(Beginning of SOURCE MATERIAL)

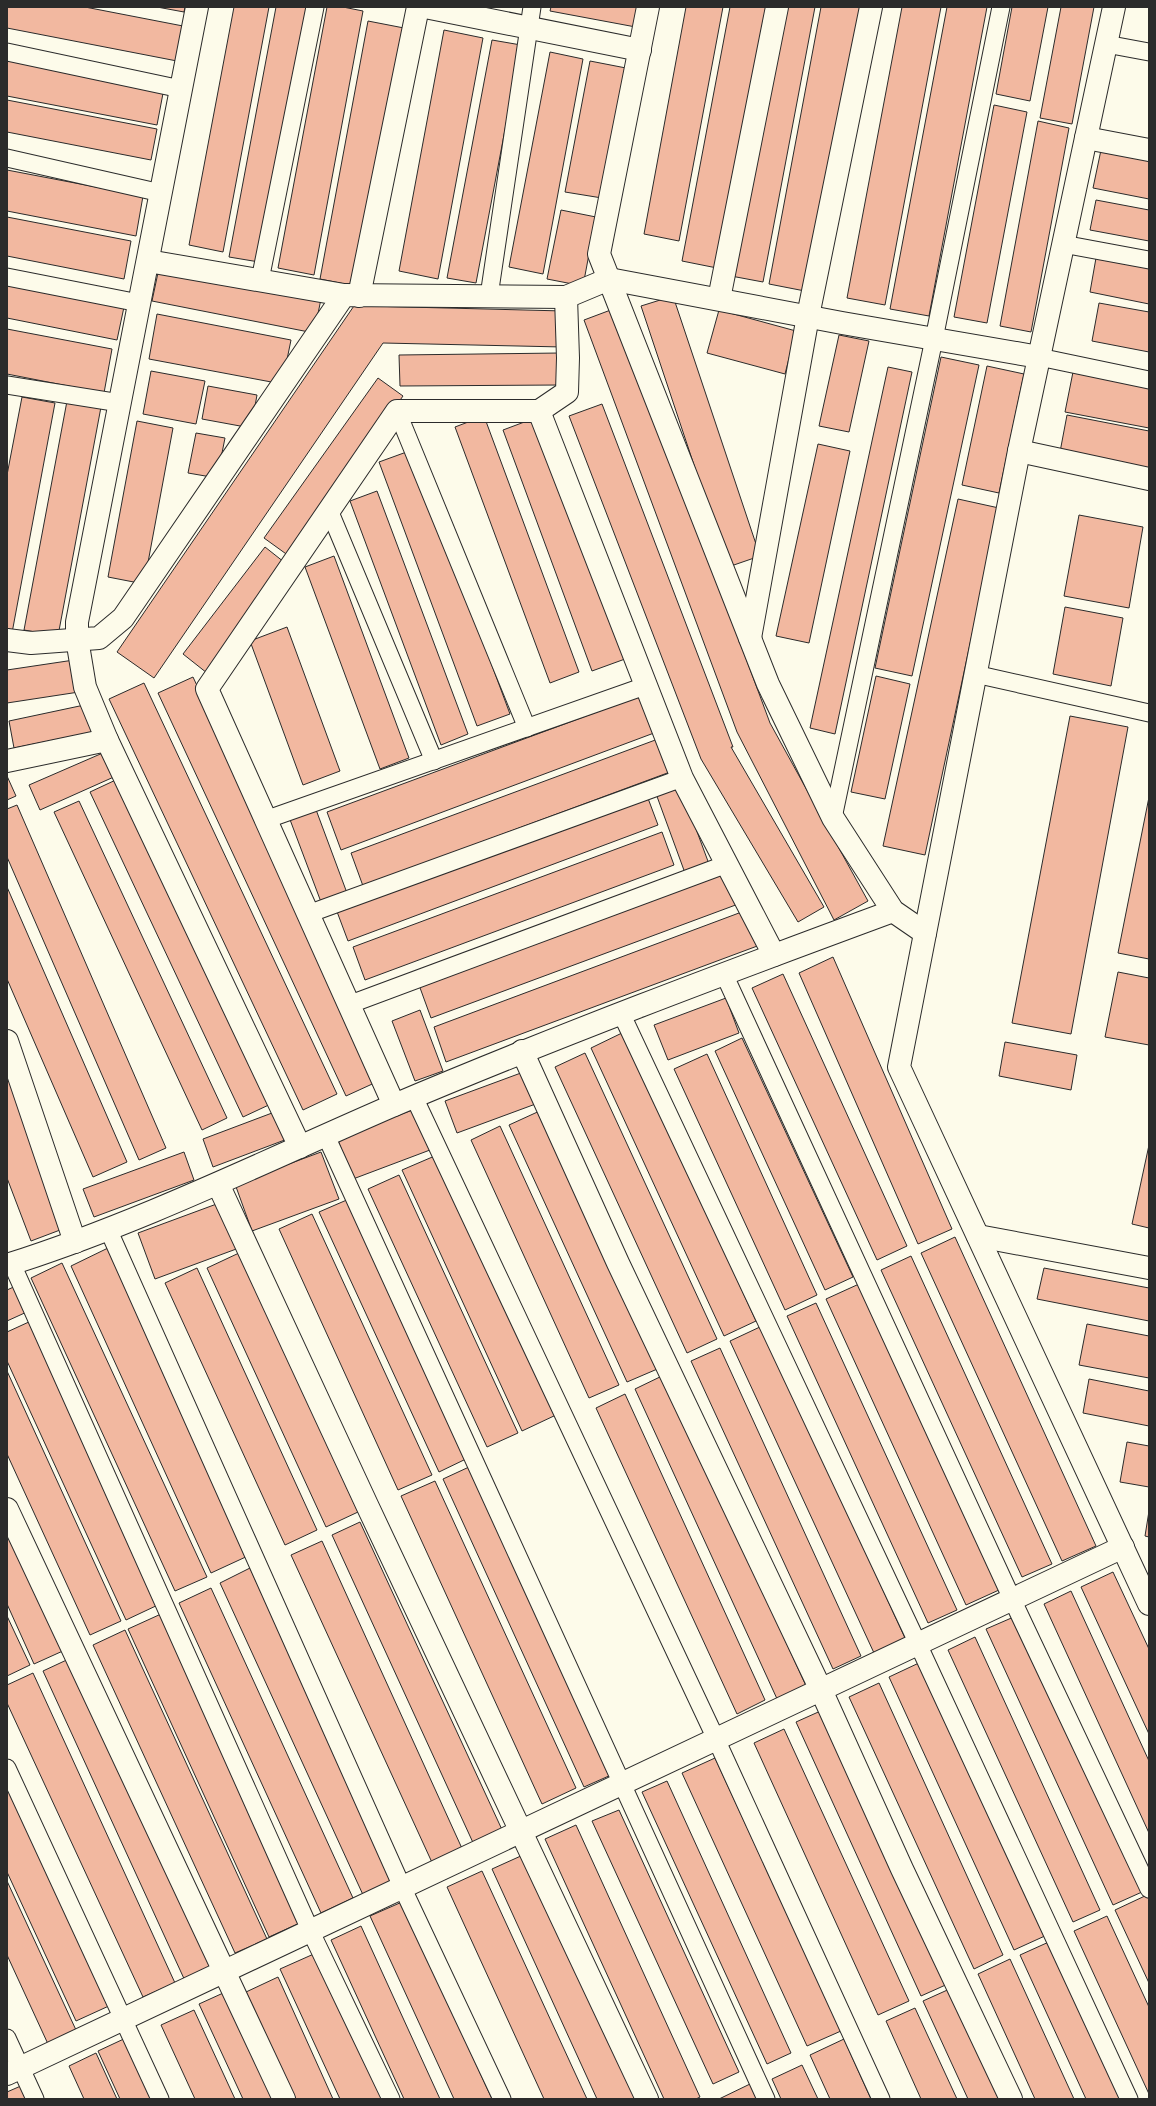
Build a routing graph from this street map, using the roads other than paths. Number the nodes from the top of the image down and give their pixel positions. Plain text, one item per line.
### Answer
1 (197, 7) edge
2 (316, 7) edge
3 (418, 7) edge
4 (425, 7) edge
5 (648, 7) edge
6 (777, 7) edge
7 (871, 7) edge
8 (1000, 7) edge
9 (1114, 7) edge
10 (530, 17) edge
11 (1106, 44) junction
12 (640, 50) junction
13 (7, 52) edge
14 (1149, 52) edge
15 (181, 90) junction
16 (1086, 138) junction
17 (1149, 150) edge
18 (7, 158) edge
19 (161, 193) junction
20 (1063, 244) junction
21 (1149, 260) edge
22 (148, 261) junction
23 (7, 277) edge
24 (610, 279) junction
25 (260, 280) junction
26 (351, 295) junction
27 (489, 296) junction
28 (566, 297) junction
29 (718, 299) junction
30 (139, 303) junction
31 (808, 316) junction
32 (934, 339) junction
33 (1039, 356) junction
34 (1149, 380) edge
35 (7, 385) edge
36 (120, 403) junction
37 (397, 411) junction
38 (539, 412) junction
39 (1019, 451) junction
40 (1149, 479) edge
41 (329, 510) junction
42 (77, 639) junction
43 (750, 639) junction
44 (7, 640) edge
45 (975, 674) junction
46 (645, 686) junction
47 (1149, 713) edge
48 (527, 728) junction
49 (106, 740) junction
50 (434, 760) junction
51 (7, 761) edge
52 (682, 778) junction
53 (833, 818) junction
54 (265, 820) junction
55 (727, 864) junction
56 (892, 911) junction
57 (308, 914) junction
58 (925, 933) junction
59 (774, 955) junction
60 (724, 974) junction
61 (348, 1004) junction
62 (621, 1013) junction
63 (7, 1041) edge
64 (522, 1051) junction
65 (414, 1097) junction
66 (394, 1105) junction
67 (326, 1136) junction
68 (300, 1147) junction
69 (218, 1184) junction
70 (108, 1229) junction
71 (978, 1236) junction
72 (75, 1242) junction
73 (10, 1264) edge
74 (1149, 1268) edge
75 (7, 1509) edge
76 (1123, 1547) junction
77 (1012, 1599) junction
78 (1148, 1602) edge
79 (918, 1644) junction
80 (821, 1690) junction
81 (716, 1739) junction
82 (7, 1768) edge
83 (621, 1784) junction
84 (520, 1832) junction
85 (403, 1889) junction
86 (1149, 1889) edge
87 (310, 1932) junction
88 (226, 1972) junction
89 (123, 2020) junction
90 (7, 2038) edge
91 (14, 2071) edge
92 (35, 2099) edge
93 (160, 2099) edge
94 (284, 2099) edge
95 (391, 2099) edge
96 (502, 2099) edge
97 (647, 2099) edge
98 (766, 2099) edge
99 (881, 2099) edge
100 (1011, 2099) edge
101 (1129, 2099) edge

1 - 15 street
2 - 25 lane
3 - 26 street
4 - 10 street
5 - 12 street
6 - 29 street
7 - 31 street
8 - 32 lane
9 - 11 street
10 - 12 street
10 - 27 lane
11 - 14 lane
11 - 16 street
12 - 24 street
13 - 15 lane
15 - 19 street
16 - 17 street
16 - 20 street
18 - 19 lane
19 - 22 street
20 - 21 lane
20 - 33 street
22 - 25 street
22 - 30 street
23 - 30 lane
24 - 28 street
24 - 29 street
24 - 43 street
25 - 26 street
26 - 27 street
26 - 42 street
27 - 28 street
28 - 38 street
29 - 31 street
30 - 36 street
31 - 32 street
31 - 43 street
32 - 33 street
32 - 53 lane
33 - 34 lane
33 - 39 street
35 - 36 lane
36 - 42 street
37 - 38 street
37 - 41 street
37 - 48 lane
38 - 46 street
39 - 40 street
39 - 45 street
41 - 50 lane
41 - 54 street
42 - 44 street
42 - 49 street
43 - 53 street
45 - 47 lane
45 - 58 street
46 - 48 lane
46 - 52 street
48 - 50 lane
49 - 51 street
49 - 68 street
50 - 54 lane
52 - 55 street
52 - 57 lane
53 - 56 street
54 - 57 street
55 - 59 street
55 - 61 lane
56 - 58 street
56 - 59 street
57 - 61 street
58 - 71 street
59 - 60 street
60 - 62 street
60 - 77 lane
61 - 66 street
62 - 64 street
62 - 79 lane
63 - 72 street
64 - 65 street
64 - 80 street
65 - 66 street
65 - 81 lane
66 - 67 street
67 - 68 street
67 - 83 lane
68 - 69 street
69 - 70 street
69 - 84 street
70 - 72 street
70 - 85 lane
71 - 74 street
71 - 76 street
72 - 73 street
73 - 87 lane
75 - 88 street
76 - 77 street
76 - 78 street
77 - 79 street
77 - 86 lane
79 - 80 street
79 - 101 lane
80 - 81 street
80 - 100 street
81 - 83 street
81 - 99 lane
82 - 89 lane
83 - 84 street
83 - 98 lane
84 - 85 street
84 - 97 street
85 - 87 street
85 - 96 lane
87 - 88 street
87 - 95 lane
88 - 89 street
88 - 94 street
89 - 91 street
89 - 93 lane
90 - 91 lane
91 - 92 lane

(End of SOURCE MATERIAL)

> [ACTIVITY]:
Verbatim copy without images: write the records above out in full.

> [SOLVED PROBLEM]:
Build a routing graph from this street map, using the roads other than paths. Number the nodes from the top of the image down and give their pixel positions. Plain text, one item per line.
### Answer
1 (197, 7) edge
2 (316, 7) edge
3 (418, 7) edge
4 (425, 7) edge
5 (648, 7) edge
6 (777, 7) edge
7 (871, 7) edge
8 (1000, 7) edge
9 (1114, 7) edge
10 (530, 17) edge
11 (1106, 44) junction
12 (640, 50) junction
13 (7, 52) edge
14 (1149, 52) edge
15 (181, 90) junction
16 (1086, 138) junction
17 (1149, 150) edge
18 (7, 158) edge
19 (161, 193) junction
20 (1063, 244) junction
21 (1149, 260) edge
22 (148, 261) junction
23 (7, 277) edge
24 (610, 279) junction
25 (260, 280) junction
26 (351, 295) junction
27 (489, 296) junction
28 (566, 297) junction
29 (718, 299) junction
30 (139, 303) junction
31 (808, 316) junction
32 (934, 339) junction
33 (1039, 356) junction
34 (1149, 380) edge
35 (7, 385) edge
36 (120, 403) junction
37 (397, 411) junction
38 (539, 412) junction
39 (1019, 451) junction
40 (1149, 479) edge
41 (329, 510) junction
42 (77, 639) junction
43 (750, 639) junction
44 (7, 640) edge
45 (975, 674) junction
46 (645, 686) junction
47 (1149, 713) edge
48 (527, 728) junction
49 (106, 740) junction
50 (434, 760) junction
51 (7, 761) edge
52 (682, 778) junction
53 (833, 818) junction
54 (265, 820) junction
55 (727, 864) junction
56 (892, 911) junction
57 (308, 914) junction
58 (925, 933) junction
59 (774, 955) junction
60 (724, 974) junction
61 (348, 1004) junction
62 (621, 1013) junction
63 (7, 1041) edge
64 (522, 1051) junction
65 (414, 1097) junction
66 (394, 1105) junction
67 (326, 1136) junction
68 (300, 1147) junction
69 (218, 1184) junction
70 (108, 1229) junction
71 (978, 1236) junction
72 (75, 1242) junction
73 (10, 1264) edge
74 (1149, 1268) edge
75 (7, 1509) edge
76 (1123, 1547) junction
77 (1012, 1599) junction
78 (1148, 1602) edge
79 (918, 1644) junction
80 (821, 1690) junction
81 (716, 1739) junction
82 (7, 1768) edge
83 (621, 1784) junction
84 (520, 1832) junction
85 (403, 1889) junction
86 (1149, 1889) edge
87 (310, 1932) junction
88 (226, 1972) junction
89 (123, 2020) junction
90 (7, 2038) edge
91 (14, 2071) edge
92 (35, 2099) edge
93 (160, 2099) edge
94 (284, 2099) edge
95 (391, 2099) edge
96 (502, 2099) edge
97 (647, 2099) edge
98 (766, 2099) edge
99 (881, 2099) edge
100 (1011, 2099) edge
101 (1129, 2099) edge

1 - 15 street
2 - 25 lane
3 - 26 street
4 - 10 street
5 - 12 street
6 - 29 street
7 - 31 street
8 - 32 lane
9 - 11 street
10 - 12 street
10 - 27 lane
11 - 14 lane
11 - 16 street
12 - 24 street
13 - 15 lane
15 - 19 street
16 - 17 street
16 - 20 street
18 - 19 lane
19 - 22 street
20 - 21 lane
20 - 33 street
22 - 25 street
22 - 30 street
23 - 30 lane
24 - 28 street
24 - 29 street
24 - 43 street
25 - 26 street
26 - 27 street
26 - 42 street
27 - 28 street
28 - 38 street
29 - 31 street
30 - 36 street
31 - 32 street
31 - 43 street
32 - 33 street
32 - 53 lane
33 - 34 lane
33 - 39 street
35 - 36 lane
36 - 42 street
37 - 38 street
37 - 41 street
37 - 48 lane
38 - 46 street
39 - 40 street
39 - 45 street
41 - 50 lane
41 - 54 street
42 - 44 street
42 - 49 street
43 - 53 street
45 - 47 lane
45 - 58 street
46 - 48 lane
46 - 52 street
48 - 50 lane
49 - 51 street
49 - 68 street
50 - 54 lane
52 - 55 street
52 - 57 lane
53 - 56 street
54 - 57 street
55 - 59 street
55 - 61 lane
56 - 58 street
56 - 59 street
57 - 61 street
58 - 71 street
59 - 60 street
60 - 62 street
60 - 77 lane
61 - 66 street
62 - 64 street
62 - 79 lane
63 - 72 street
64 - 65 street
64 - 80 street
65 - 66 street
65 - 81 lane
66 - 67 street
67 - 68 street
67 - 83 lane
68 - 69 street
69 - 70 street
69 - 84 street
70 - 72 street
70 - 85 lane
71 - 74 street
71 - 76 street
72 - 73 street
73 - 87 lane
75 - 88 street
76 - 77 street
76 - 78 street
77 - 79 street
77 - 86 lane
79 - 80 street
79 - 101 lane
80 - 81 street
80 - 100 street
81 - 83 street
81 - 99 lane
82 - 89 lane
83 - 84 street
83 - 98 lane
84 - 85 street
84 - 97 street
85 - 87 street
85 - 96 lane
87 - 88 street
87 - 95 lane
88 - 89 street
88 - 94 street
89 - 91 street
89 - 93 lane
90 - 91 lane
91 - 92 lane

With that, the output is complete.